To the Editor:
Many political ads of current circulation go far beyond the exaggerations of their predecessors. Formerly, generally speaking, most assaults upon a candidate’s character were built from a negative interpretation of a factual event.
For instance, an office-seeker might have been branded soft on crime by an opponent, if it was revealed, he, 30 years earlier, supported parole, not jail, for a 90-year-old found guilty of stealing lollipops.
Today, a harsher assessment might be leveled, perhaps an accusation of controlling interest in a “geezergang” or harboring hatred of law enforcement.
A segment of those who devise negative ads favor including in them a photograph of their target, original or doctored, if it implies the candidate is ugly, wicked, dippy, or bewildered.
The content of certain ads is so composed of imagination, that they seem more appropriate for comic books than political literature.

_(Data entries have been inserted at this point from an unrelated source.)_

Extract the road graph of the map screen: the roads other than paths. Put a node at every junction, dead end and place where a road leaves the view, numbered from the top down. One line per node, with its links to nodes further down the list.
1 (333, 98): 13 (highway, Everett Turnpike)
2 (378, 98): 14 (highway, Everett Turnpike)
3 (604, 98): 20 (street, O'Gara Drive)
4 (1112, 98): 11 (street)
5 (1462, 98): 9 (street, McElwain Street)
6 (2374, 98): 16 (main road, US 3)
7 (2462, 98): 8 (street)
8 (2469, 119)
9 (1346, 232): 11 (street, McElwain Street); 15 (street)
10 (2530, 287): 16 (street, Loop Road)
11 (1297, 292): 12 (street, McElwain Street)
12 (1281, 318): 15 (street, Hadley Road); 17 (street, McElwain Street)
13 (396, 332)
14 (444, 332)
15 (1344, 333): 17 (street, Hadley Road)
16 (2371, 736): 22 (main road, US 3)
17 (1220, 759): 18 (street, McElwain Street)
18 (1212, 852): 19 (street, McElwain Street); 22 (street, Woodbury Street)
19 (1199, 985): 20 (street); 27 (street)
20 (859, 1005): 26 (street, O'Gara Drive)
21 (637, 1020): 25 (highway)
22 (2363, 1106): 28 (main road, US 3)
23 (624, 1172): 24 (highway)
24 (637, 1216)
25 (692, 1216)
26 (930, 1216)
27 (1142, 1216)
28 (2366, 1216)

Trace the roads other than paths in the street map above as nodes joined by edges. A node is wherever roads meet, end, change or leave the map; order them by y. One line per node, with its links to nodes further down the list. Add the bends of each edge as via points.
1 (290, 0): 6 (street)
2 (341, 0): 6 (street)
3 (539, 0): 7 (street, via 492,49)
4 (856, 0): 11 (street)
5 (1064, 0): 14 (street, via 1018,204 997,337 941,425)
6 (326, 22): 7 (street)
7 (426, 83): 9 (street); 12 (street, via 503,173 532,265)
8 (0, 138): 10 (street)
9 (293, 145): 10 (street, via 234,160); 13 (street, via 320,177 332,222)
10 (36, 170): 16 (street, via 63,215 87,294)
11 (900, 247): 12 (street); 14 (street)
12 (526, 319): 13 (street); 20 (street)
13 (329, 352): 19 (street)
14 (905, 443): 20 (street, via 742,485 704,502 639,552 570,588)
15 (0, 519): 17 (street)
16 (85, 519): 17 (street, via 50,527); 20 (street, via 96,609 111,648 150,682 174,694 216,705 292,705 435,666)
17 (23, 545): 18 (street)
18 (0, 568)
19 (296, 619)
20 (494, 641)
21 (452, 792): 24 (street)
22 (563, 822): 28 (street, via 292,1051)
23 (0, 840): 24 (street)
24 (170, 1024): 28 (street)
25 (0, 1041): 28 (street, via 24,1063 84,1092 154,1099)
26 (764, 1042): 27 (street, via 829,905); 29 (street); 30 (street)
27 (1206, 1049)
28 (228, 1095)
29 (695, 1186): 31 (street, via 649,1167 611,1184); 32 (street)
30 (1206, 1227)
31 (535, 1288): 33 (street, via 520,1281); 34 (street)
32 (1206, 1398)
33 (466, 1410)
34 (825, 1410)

High on the list of these is a glossy flyer, having, in the upper right corner, a smiling picture of China’s president, his hands applauding as he appears to look approvingly at Amy Kennedy seated at the lower left.
In truth, his appreciation is not being directed at her, but at companies that left the U.S. before her birth, government officials who signed China favoring trade agreements when she was too young to vote, and federal administrations, every one of them who, despite frown and gripe, perpetuated those agreements, during years she devoted herself to advancing education.